CPI worked to end systematic child abduction and address its root causes. 
To learn more about the work of CPI visit our Child Protection International project page

Hmong Grave Desecration 

For over twenty years a Buddhist temple in Thailand, Wat Tham Krabok, hosted a makeshift refugee camp for Hmong people who had fled Laos and feared forced repatriation.  In the early 2000s the majority of these refugees were resettled in the United States

It is estimated that there were approximately 2,000 Hmong refugees buried on the grounds of Wat Tham Krabok and other private land adjacent to the monastery. In mid-October 2005, a number of organizations began exhuming the graves; a violation of the religious rights of the Hmong people. 

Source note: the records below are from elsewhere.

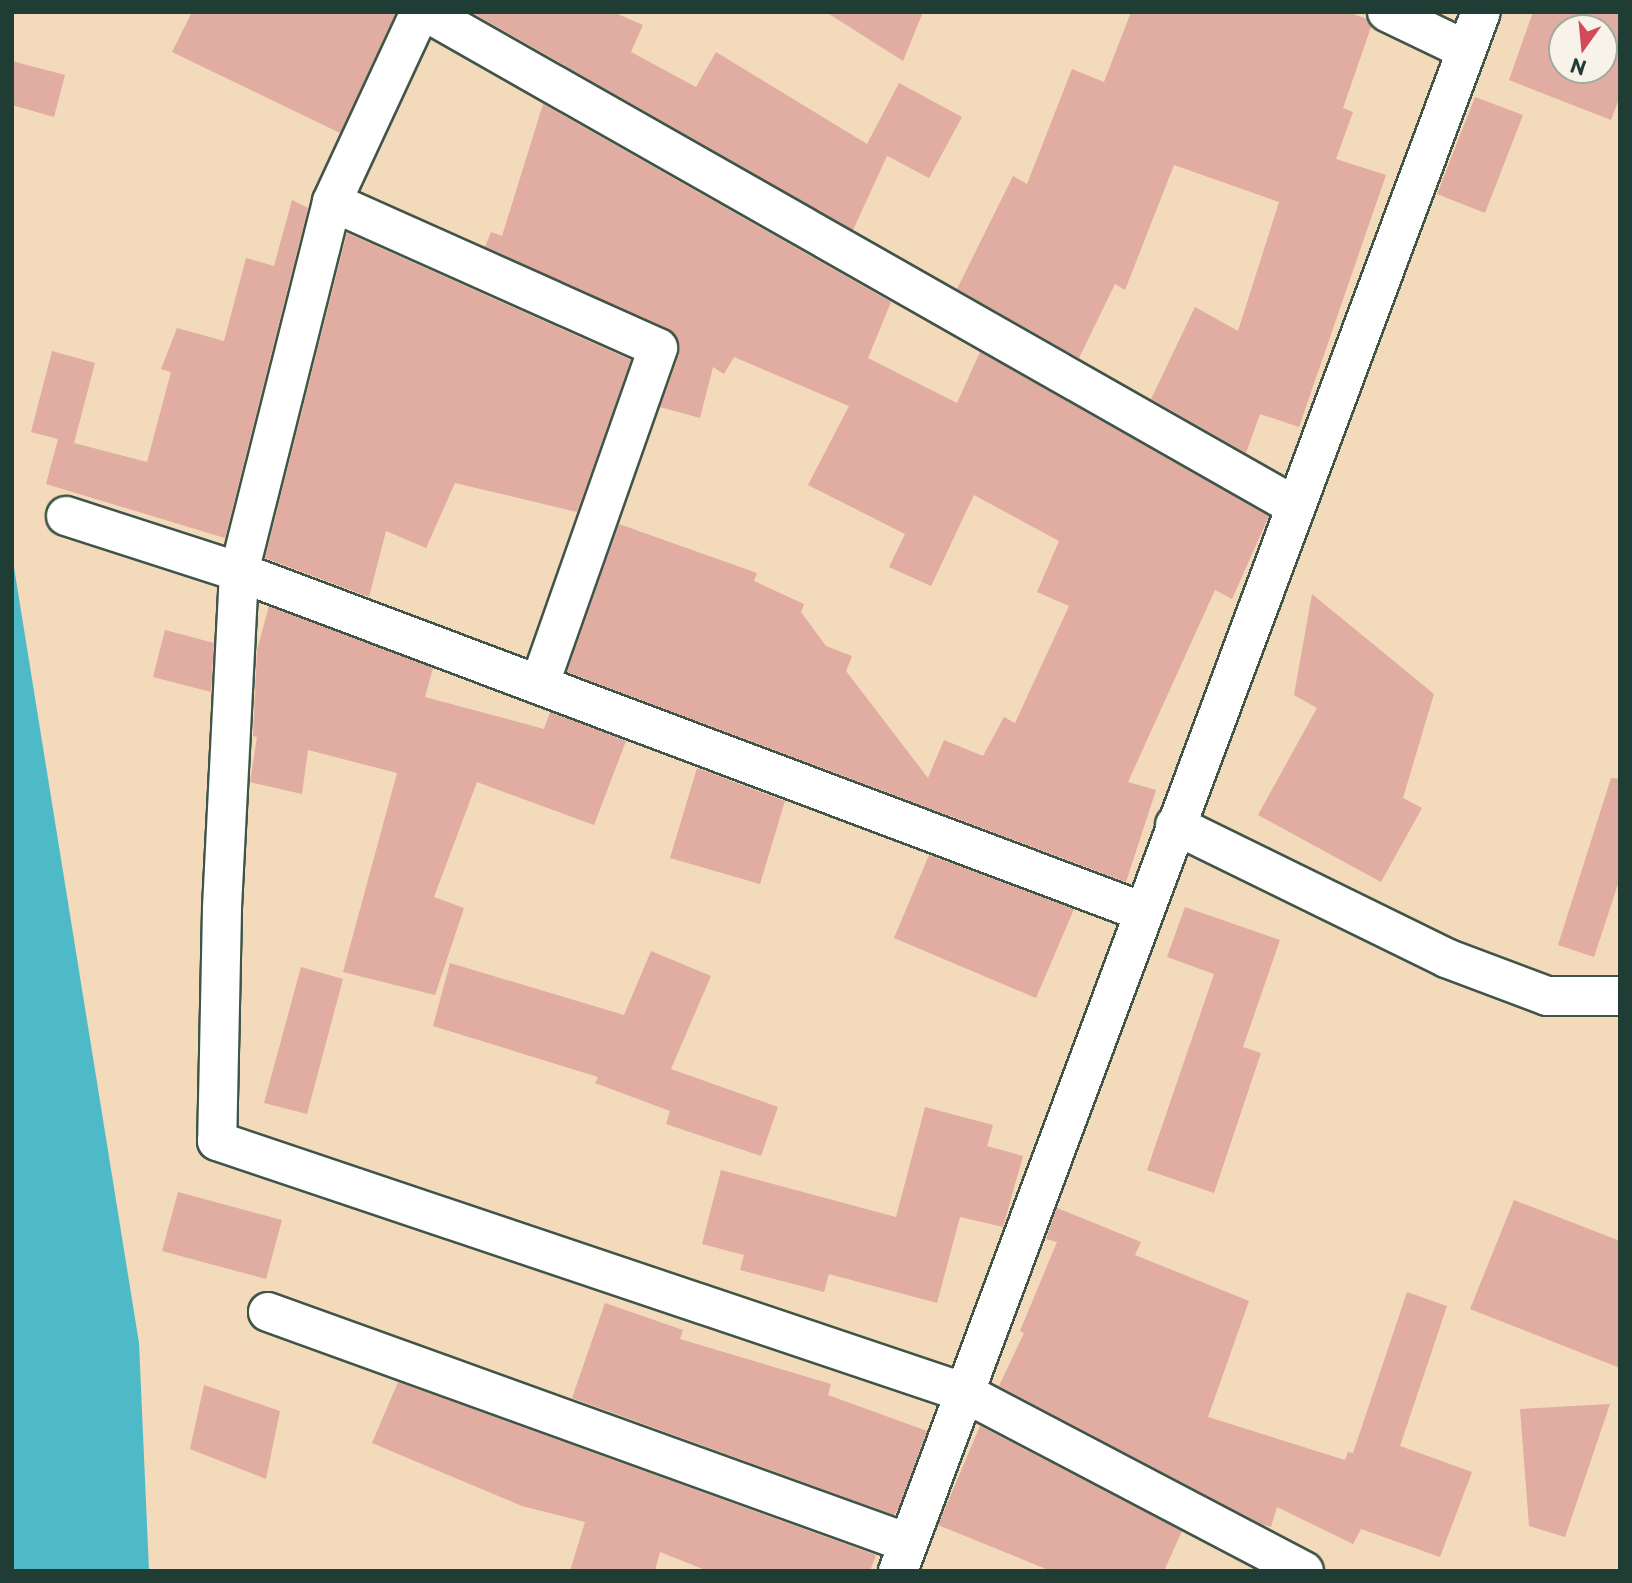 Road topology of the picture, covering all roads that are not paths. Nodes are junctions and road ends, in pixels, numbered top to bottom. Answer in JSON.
{"nodes":[{"id":1,"x":420,"y":12,"type":"edge"},
{"id":2,"x":426,"y":12,"type":"edge"},
{"id":3,"x":1387,"y":12,"type":"edge"},
{"id":4,"x":1480,"y":12,"type":"edge"},
{"id":5,"x":1466,"y":50,"type":"junction"},
{"id":6,"x":332,"y":202,"type":"junction"},
{"id":7,"x":1295,"y":506,"type":"junction"},
{"id":8,"x":66,"y":516,"type":"dead end"},
{"id":9,"x":239,"y":572,"type":"junction"},
{"id":10,"x":539,"y":685,"type":"junction"},
{"id":11,"x":1175,"y":825,"type":"junction"},
{"id":12,"x":1143,"y":912,"type":"junction"},
{"id":13,"x":1620,"y":996,"type":"edge"},
{"id":14,"x":268,"y":1312,"type":"dead end"},
{"id":15,"x":963,"y":1392,"type":"junction"},
{"id":16,"x":903,"y":1557,"type":"edge"},
{"id":17,"x":1304,"y":1571,"type":"edge"}],
"edges":[{"from":1,"to":6,"type":"street"},
{"from":2,"to":7,"type":"street"},
{"from":3,"to":5,"type":"street"},
{"from":4,"to":5,"type":"street"},
{"from":5,"to":7,"type":"street"},
{"from":6,"to":9,"type":"street"},
{"from":6,"to":10,"type":"street"},
{"from":7,"to":11,"type":"street"},
{"from":8,"to":9,"type":"street"},
{"from":9,"to":10,"type":"street"},
{"from":9,"to":15,"type":"street"},
{"from":10,"to":12,"type":"street"},
{"from":11,"to":12,"type":"street"},
{"from":11,"to":13,"type":"street"},
{"from":12,"to":15,"type":"street"},
{"from":14,"to":16,"type":"street"},
{"from":15,"to":16,"type":"street"},
{"from":15,"to":17,"type":"street"}]}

Program Director Frey, along with her undergraduate students, worked with the Hmong community to develop a plan for addressing this violation of religious rights. Students worked with the community to collect testimony from over 170 affected individuals and used this information to develop a campaign which included a variety of activities and actions which culminated in a site visit of the United Nations Special Rapporteur on the situation of human rights and fundamental freedoms of indigenous people. THe Special Rapporteur, Professor James Anaya, visited Minnesota on December 10, 2008, to hear testimony concerning the desecration of Hmong graves at Wat Tham Krabok in Saraburi, Thailand.